揺らめいたそれに真っ先に気が付いたのは青年だった。
曲がりなりにもこの集団を纏める立場にあって、自身の変調は兎も角
身内の変調にはそれなりに聡い彼が気付いたのは、使い魔たちの次に
この世界で付き合いの長い女に生じたもの。

共に何度も――両手で数えられなくなった『それ』を迎えている間
彼女がこうも揺らいだのは初めて見る。
といって、彼は声をかけるわけでもなく、ほんの少し目を細めただけに留まった。
その一息の間に、ここに居合わせた全員が彼女に何がしかの視線を向けている。
直接的か間接的かを問わず、彼女が今までと異なる事を理解したから。

注目を集める当人はと言うと、揺らめく前と変わらず目を閉じたまま。
表情にも何の変化も無い。
ただし、纏う空気には差異がある。
それは広大な湖に一滴のインクを零したような、あってないような差異だったが
それまでとは全く異なるという意味において明確な差異である。

「………騒ぐのか?」

ほとりと落とすような音量で青年が女に問う。
何が、と彼は主語をつけなかった。
つける必要が無かったからだ。

問われた彼女は、ややあってからゆっくりと目を開き
紅を乗せてもいないのに艶やかな唇を動かす。

「流石ね。 …ええ。
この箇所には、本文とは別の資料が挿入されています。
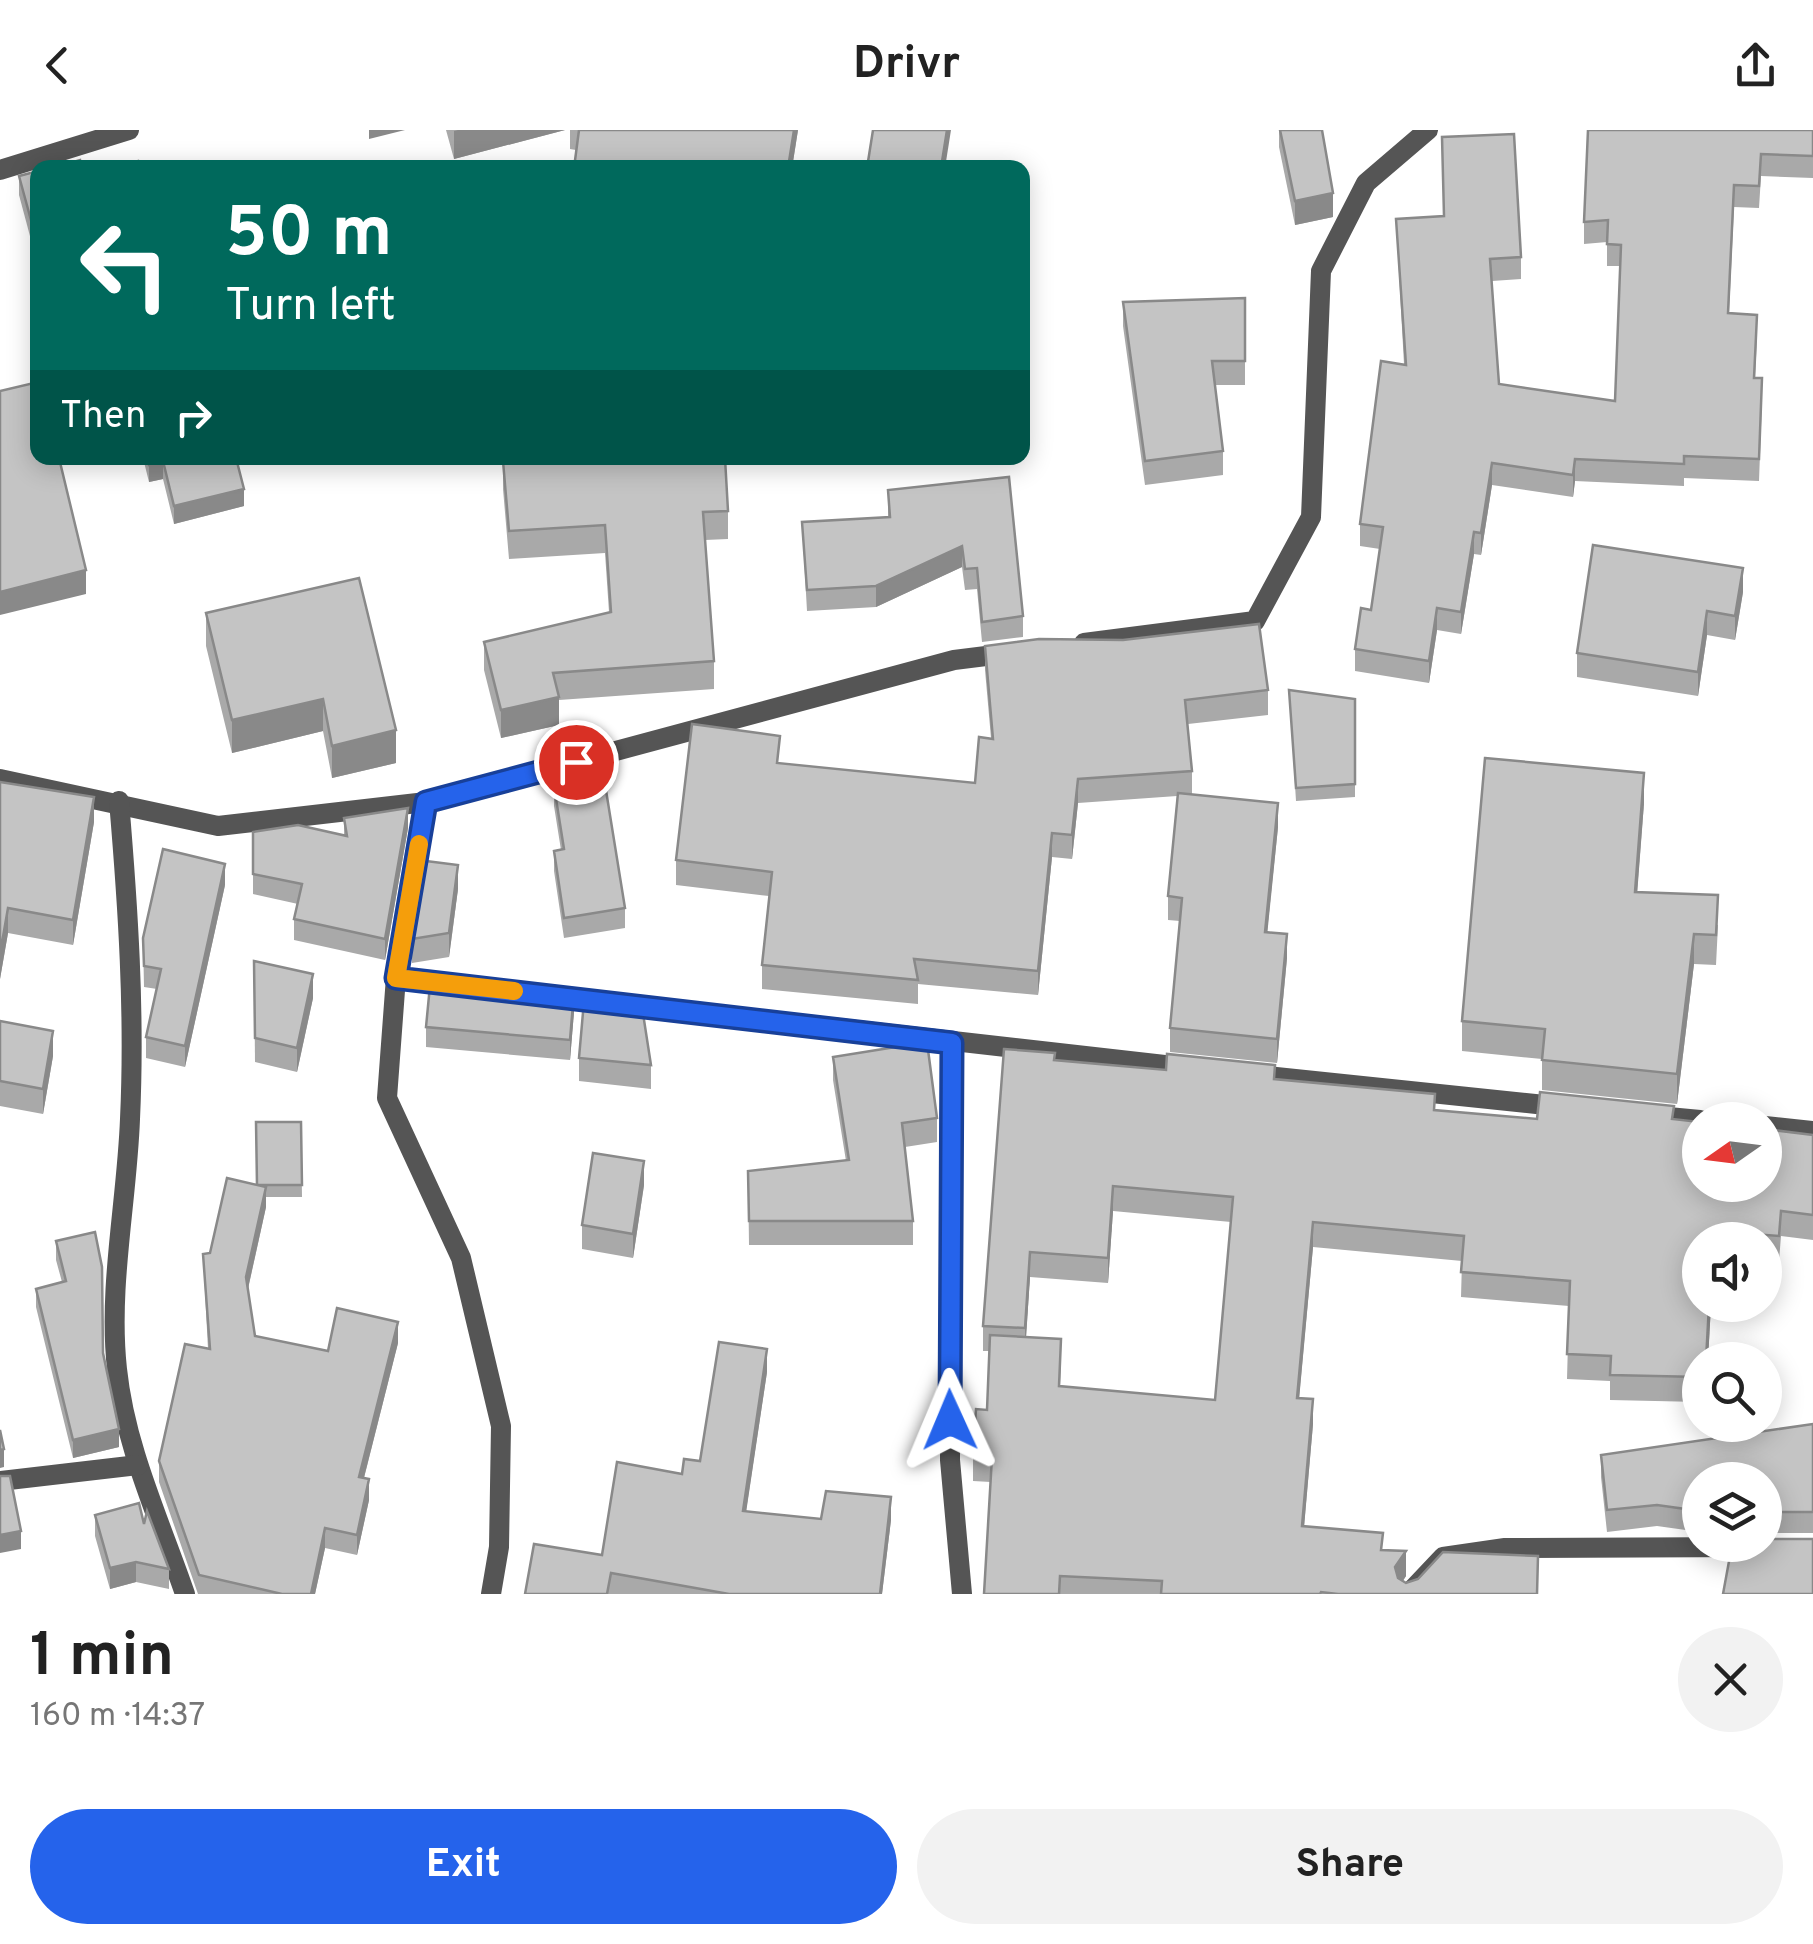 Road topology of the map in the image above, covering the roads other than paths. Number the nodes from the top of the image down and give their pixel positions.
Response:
1 (130, 130) edge
2 (1428, 130) edge
3 (32, 160) edge
4 (30, 161) edge
5 (0, 170) edge
6 (1062, 646) edge
7 (1023, 651) edge
8 (0, 779) edge
9 (119, 801) junction
10 (426, 802) junction
11 (396, 978) junction
12 (475, 987) edge
13 (535, 994) edge
14 (952, 1043) junction
15 (1586, 1109) edge
16 (1624, 1112) edge
17 (1682, 1118) edge
18 (1782, 1128) edge
19 (1813, 1131) edge
20 (138, 1465) junction
21 (0, 1482) edge
22 (1682, 1547) edge
23 (185, 1594) edge
24 (491, 1594) edge
25 (962, 1594) edge
26 (1408, 1594) edge

1 - 3 street
2 - 6 street
4 - 5 street
7 - 10 street
8 - 9 street
9 - 10 street
9 - 20 street
10 - 11 street
11 - 12 street
11 - 24 street
13 - 14 street
14 - 15 street
14 - 25 street
16 - 17 street
18 - 19 street
20 - 21 street
20 - 23 street
22 - 26 street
少し」
「そうか」

見た目と乖離の無い声は常よりもどことなく蠱惑的な響きがあり、
更には青と蒼の視線は少なからず熱を帯びていた。
それの持つ不可思議な圧力にぞっとしたのは問うた青年ではなく
彼女の隣に座って、何が起きたのかと不思議そうに見ていた少女の方。
更にその隣に座っていた少年は、びくりと僅かに少女が肩を跳ね上げたのに対し
微かに苦笑を浮かべた。どうやら少女の反応は少年にとって未熟に映ったらしい。
少女より若い見目をしているといえど、少年の方が遥かに経験を積んでいる証左である。
最も、少女のような反応が普通だと、この場に居る面子の誰もが思わないのだから
おかしいのは少女以外の全員なのだけれど。

「…じゃあこの巡りはダーシェとディド、だな」

斜め前のやり取りになど意に介さず、うーんと唸ってから青年は言う。
その直後、少女から文句があがれば、そこから先はいつもと変わらぬ光景。

この巡りもまた、何だかんだ常と変わらないのだろう。
青年たちから少し離れた場所に座った男は、心の中でだけ微笑んだ。